Op-Ed Contributors
Debate: China's role
Updated: 2011-02-21 07:35
(China Daily)
Deng Yuwen
Set house in order before going out
Japan recently announced that its nominal GDP for last year was $5.47 trillion, making China, whose economy was worth about $5.8 trillion in 2010, the world's second largest economy. This official change in ranking is not news, because China's economy had already surpassed Japan's in the second quarter of 2010.
Not every Chinese is overjoyed with the country's rise in global economic ranking. Many even take the rise for granted because, compared to Japan, China has a vast territory with rich resources and the world's largest population. More importantly, even though China has surpassed Japan in terms of GDP after more than 30 years of reform and opening-up, it remains a developing country with about 150 million people struggling with poverty.
To become the world's second largest economy, China has paid a high price, including severe pollution, environmental damage and widening wealth gap between the rich and the poor, something that the GDP figures do not show. Moreover, GDP data fail to indicate factors such as economic benefit and actual national wealth. Nor do they indicate social justice, happiness and other important factors.
Yet, despite the defects of GDP, we should see China's rise in global economic ranking as a remarkable achievement. After becoming the world's second largest economy, China perhaps has more resources and means to fulfill its national goals, pursue its interests and uphold international justice.
The GDP figures do not indicate some more facts such as China is the world's largest trading country, biggest creditor nation and the largest market for staple goods. This means any change in its decision on procurement and issuing of loans can affect the global market.
Shifting our attention from the bright to the not-so-bright side, we see that gaps in some fields refuse to be narrowed, let alone bridged. China's per capita GDP is only one-tenth of Japan's. It still lags behind Japan in education level, quality of workforce and average life expectancy. And none of the Chinese enterprises have become globally influential like their Japanese counterparts such as Sony and Toyota.
If China fails to eliminate the threat posed to its sustained economic growth by structural imbalance and unfair distribution of wealth, it runs the risk of being overtaken by Japan, which had its feet firmly entrenched on the second spot for more than four decades.

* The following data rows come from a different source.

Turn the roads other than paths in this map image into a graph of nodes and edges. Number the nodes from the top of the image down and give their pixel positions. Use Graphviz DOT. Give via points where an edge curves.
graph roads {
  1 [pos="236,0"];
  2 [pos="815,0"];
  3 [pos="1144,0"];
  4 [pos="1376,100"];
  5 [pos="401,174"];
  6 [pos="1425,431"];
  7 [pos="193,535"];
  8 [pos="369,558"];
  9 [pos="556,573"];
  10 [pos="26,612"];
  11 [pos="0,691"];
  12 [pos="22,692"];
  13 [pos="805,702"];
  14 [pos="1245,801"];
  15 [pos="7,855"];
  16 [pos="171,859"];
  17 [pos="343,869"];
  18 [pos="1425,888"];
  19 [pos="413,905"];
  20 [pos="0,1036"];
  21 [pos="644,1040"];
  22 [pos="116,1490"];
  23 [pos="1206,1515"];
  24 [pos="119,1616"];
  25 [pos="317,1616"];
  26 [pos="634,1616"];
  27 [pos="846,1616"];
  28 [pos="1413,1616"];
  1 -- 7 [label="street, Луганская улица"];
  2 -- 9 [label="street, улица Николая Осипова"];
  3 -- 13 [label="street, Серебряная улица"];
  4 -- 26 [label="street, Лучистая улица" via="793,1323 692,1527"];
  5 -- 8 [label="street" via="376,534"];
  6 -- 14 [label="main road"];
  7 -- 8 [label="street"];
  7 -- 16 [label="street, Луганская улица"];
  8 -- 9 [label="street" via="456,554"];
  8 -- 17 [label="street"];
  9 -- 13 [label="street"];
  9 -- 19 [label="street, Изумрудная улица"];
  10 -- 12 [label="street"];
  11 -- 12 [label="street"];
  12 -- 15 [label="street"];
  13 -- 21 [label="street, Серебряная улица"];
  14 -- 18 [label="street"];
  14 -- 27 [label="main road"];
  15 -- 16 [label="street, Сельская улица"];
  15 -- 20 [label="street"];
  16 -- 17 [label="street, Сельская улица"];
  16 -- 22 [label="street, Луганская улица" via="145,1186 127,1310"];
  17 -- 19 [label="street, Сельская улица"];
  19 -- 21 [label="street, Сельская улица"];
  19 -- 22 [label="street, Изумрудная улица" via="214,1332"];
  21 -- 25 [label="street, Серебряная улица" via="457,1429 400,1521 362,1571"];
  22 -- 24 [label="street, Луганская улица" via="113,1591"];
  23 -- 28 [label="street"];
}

Japan had already been the world's second largest economy for a decade when China introduced reform and opening-up. At the turn of the century, the size of China's economy was only one-fourth of Japan's, and international experts had forecast that it would take another 25 years for China to catch up with Japan in economic strength. But China proved the pundits wrong and overtook Japan in only 10 years.
In retrospect, it is extremely difficult for a developing country/region to elbow itself into the ranks of advanced countries/regions. The International Monetary Fund once enlisted 33 countries/regions as advanced economies, among which only four economies, all non-European, were poor before World War II, namely Singapore, the Republic of Korea, Taiwan and Hong Kong.
Surely, China's is a huge economy, but it is far from being a top-notch player. China's per capita GDP is about $4,000, which means it ranks after more than 100 countries. It may be the world's largest trading country, but processing trade accounts for half of its total trade volume. Besides, its exports are mainly low-end products, which yield low profit but wear out its labor force and denude its resources.
Known as the "world's factory", China is not yet self-sufficient in technology, particularly in high-tech. Domestic enterprises with self-owned brands take up less than 20 percent of its export sector. Worse, China now faces many trade frictions, which have been arising with alarming frequency and intensity.
Above all, it faces the challenge of improving its people's livelihood and recovering from the setbacks it suffered while adjusting its industrial structure.
At least for the time being, the task of reforming the international system is beyond China's reach. Reforming the existing international system entails changes in the international order, and if China tries to help bring about those changes, the big global powers would become more suspicious of China, and thus thwart its peaceful rise.
Under such circumstances, China's highest priority should be development. It also has to address its domestic problems and further improve its people's livelihood.
The author is a senior editor with the Study Times.